Mas naquele momento, no terraço das Galerias Lafayette, numa manhã cinzenta e fria de outono (fria como um dia de inverno, ao menos para nós, brasileiros), olhando a paisagem parisiense do alto, confesso que não conseguia juntar os pontos. Vivia o deslumbramento típico de turista que chega pela primeira vez a “Cidade Luz” (nome da cidade desde os tempos do Iluminismo, conforme os livros de História) e a lembrança que eu tenho é a de que eu era uma bobice só. Uma bobice boa de viver. Tinha um copo de café numa das mãos, bebia, tirava fotos, e lembrava vagamente do Fantasma, assim como de tantas outras histórias que aprendemos a respeito de Paris... Só agora (quase cinco anos depois) consigo fechar algumas dessas histórias.

Ópera Garnier (fundos) vista do terraço das Galerias Lafayette.

Sim, o Fantasma morava no interior da Ópera (segundo Gaston Leroux, o criador do personagem).

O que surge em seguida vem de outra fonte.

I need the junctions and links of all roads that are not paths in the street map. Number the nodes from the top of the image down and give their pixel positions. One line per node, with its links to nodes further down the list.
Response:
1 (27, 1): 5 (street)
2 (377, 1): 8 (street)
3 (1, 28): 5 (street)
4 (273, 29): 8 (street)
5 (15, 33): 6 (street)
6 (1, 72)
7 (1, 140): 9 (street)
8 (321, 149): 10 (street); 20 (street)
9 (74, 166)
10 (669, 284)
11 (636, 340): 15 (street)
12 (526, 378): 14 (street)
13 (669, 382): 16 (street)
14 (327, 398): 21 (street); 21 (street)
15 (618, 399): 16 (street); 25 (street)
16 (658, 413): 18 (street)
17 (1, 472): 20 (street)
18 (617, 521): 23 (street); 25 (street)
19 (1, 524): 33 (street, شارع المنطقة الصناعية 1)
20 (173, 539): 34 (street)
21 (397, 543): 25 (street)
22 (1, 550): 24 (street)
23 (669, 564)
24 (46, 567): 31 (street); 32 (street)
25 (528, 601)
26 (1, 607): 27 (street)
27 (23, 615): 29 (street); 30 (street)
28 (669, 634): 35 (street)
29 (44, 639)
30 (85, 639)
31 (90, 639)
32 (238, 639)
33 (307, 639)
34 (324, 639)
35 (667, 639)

Ele era um sujeito maligno, um homem de carne e osso, marcado por uma feiura atroz e por isso rejeitado até pelos pais. Nascera em Rouan e sua trajetória o levara a andar pela Europa, pelo Oriente Médio, desenvolvendo seus talentos como cantor e construtor (neste último caso, na Pérsia e na Turquia). Por fim voltou para a França, tornou-se empreiteiro e “apresentou uma proposta para o trabalho de fundação na Ópera” (p. 319). Construiu “um lar desconhecido do restante da terra” (incluindo um enorme lago) no subsolo do teatro, e ali se isolou dos “olhares dos homens”. Mas apaixonou-se por uma cantora lírica (Catherine Daaé) e é em torno dessa paixão que gira o romance. Ele a disputa com um jovem visconde e a esconde na sua morada subterrânea. O visconde vai atrás (com auxílio de um misterioso persa, antigo conhecido do Fantasma) e, por fim, a moça é libertada para fugir com o seu verdadeiro amor.

Não sei como li o romance até o final. Muito chato para o meu gosto. Mas valeu para fechar a história vivida no terraço das Galerias, quando me extasiei com a grandiosidade da Ópera Garnier e tentei lembrar as lendas criadas em torno da sua beleza e encantamento. Talvez um dia eu consiga visitar o seu interior...

Ópera Garnier (fachada principal).




[1] LEROUX, Gaston. O Fantasma da Ópera. Trad.: Andréia Alves. Janaína, SP: Principis, 2020. 320 p. O romance foi publicado em capítulos, pela primeira vez, entre 1909 e 1910. Pela indicação do personagem-narrador (um jornalista que investiga a veracidade a respeito do fantasma) a história se passa por volta de 1880.